Defects in the mitochondrial presequence import pathway in fibroblasts from PD patients with PARK2 and PINK1 mutations are rescued by phosphomimetic ubiquitin. (A–F) Mean bioluminescent signal for Probe 1 in primary fibroblasts (A–C,E–H) or iPSC-derived neurons (D) from control individuals and PARK2/PINK1 patients (A), a subset of or single PARK2 patients (B–D,G,H), or PINK1 patients (E–H), showing a weaker signal in PINK1 patients and PARK2 Patients 1-3, associated with presence of the partially functional Parkin R42P substitution, and rescue effects of Parkin, PINK1, PINK1 E240K or Ub S65D/A overexpression.
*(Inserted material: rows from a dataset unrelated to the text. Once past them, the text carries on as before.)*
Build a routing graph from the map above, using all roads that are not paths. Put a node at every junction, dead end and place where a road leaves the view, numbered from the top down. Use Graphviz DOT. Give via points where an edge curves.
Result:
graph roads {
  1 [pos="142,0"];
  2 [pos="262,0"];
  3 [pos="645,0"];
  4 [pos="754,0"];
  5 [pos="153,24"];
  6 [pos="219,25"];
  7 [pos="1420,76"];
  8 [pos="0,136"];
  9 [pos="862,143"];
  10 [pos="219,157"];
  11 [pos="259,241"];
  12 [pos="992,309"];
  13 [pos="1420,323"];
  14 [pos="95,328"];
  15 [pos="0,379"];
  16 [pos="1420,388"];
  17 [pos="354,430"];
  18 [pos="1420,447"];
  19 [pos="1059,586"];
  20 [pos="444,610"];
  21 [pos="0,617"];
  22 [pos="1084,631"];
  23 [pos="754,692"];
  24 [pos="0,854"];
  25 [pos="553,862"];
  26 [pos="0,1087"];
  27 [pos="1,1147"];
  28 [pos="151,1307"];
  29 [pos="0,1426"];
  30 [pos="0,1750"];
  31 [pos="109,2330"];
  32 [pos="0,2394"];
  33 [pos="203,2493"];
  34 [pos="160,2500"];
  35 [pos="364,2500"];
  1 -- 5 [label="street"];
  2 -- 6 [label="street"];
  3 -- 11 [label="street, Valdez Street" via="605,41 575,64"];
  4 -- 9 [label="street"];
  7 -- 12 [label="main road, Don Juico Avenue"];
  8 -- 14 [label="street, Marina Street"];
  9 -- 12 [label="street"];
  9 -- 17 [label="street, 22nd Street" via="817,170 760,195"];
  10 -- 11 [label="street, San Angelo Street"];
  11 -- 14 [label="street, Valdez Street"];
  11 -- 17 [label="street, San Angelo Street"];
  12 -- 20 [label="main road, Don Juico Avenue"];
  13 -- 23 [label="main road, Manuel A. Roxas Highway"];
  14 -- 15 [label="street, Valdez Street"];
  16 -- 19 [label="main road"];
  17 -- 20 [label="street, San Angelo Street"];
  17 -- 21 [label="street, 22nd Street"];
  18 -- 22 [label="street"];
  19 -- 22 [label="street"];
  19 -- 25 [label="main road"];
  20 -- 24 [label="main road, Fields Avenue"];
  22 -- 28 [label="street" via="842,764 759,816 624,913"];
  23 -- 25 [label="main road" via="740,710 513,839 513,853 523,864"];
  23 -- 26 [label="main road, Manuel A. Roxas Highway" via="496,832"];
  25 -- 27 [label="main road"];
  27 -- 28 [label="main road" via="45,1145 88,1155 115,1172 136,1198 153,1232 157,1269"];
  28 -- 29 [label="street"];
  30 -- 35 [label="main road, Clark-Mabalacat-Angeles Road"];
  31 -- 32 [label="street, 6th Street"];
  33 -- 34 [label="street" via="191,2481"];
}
The numbers on the graphs indicate the mean signals for individual patients, as presented in Supplementary Table 1, with n = 4–6 independent experiments (A,B,E), n = 4–5 wells from one experiment representative of three (C,F), or n = 4–10 wells from one of 2–5 independent experiments (D,G,H). Note that the overproduction of Parkin, PINK1 or phosphomimetic Ub S65D partially normalizes the signal in fibroblasts from individual PARK2 or PINK1 patients, whereas PINK1 E240K and Ub S65A do not have any effect. Results are expressed as means ± SEM. *p < 0.05, **p < 0.01, ***p < 0.001 versus control individuals (A,B,D,E, Student’s t-test) or the conditions indicated (C,F–H, one-way ANOVA with Dunnett’s (C,F) or Holm-Sidak’s (G,H) posthoc tests).

Figure 6

Model illustrating facilitation of mitochondrial protein import by the PINK1 kinase-driven E3 Ub ligase Parkin and lack thereof in PARK2/PINK1-linked Parkinson’s disease. Under physiological reductions in mitochondrial protein import efficiency, the PINK1 kinase associates with the TOM complex and activates Parkin by phosphorylating S65 of Parkin and ubiquitin. By ubiquitylating receptor subunits of the TOM complex, Parkin facilitates the import of proteins targeted to mitochondria by the presequence pathway. The mitochondrial ubiquitylase USP30 antagonizes these effects. Mutations in PINK1 or PARK2 impair the system and its regulatory effect on mitochondrial protein import, contributing to the pathophysiology of autosomal recessive PD.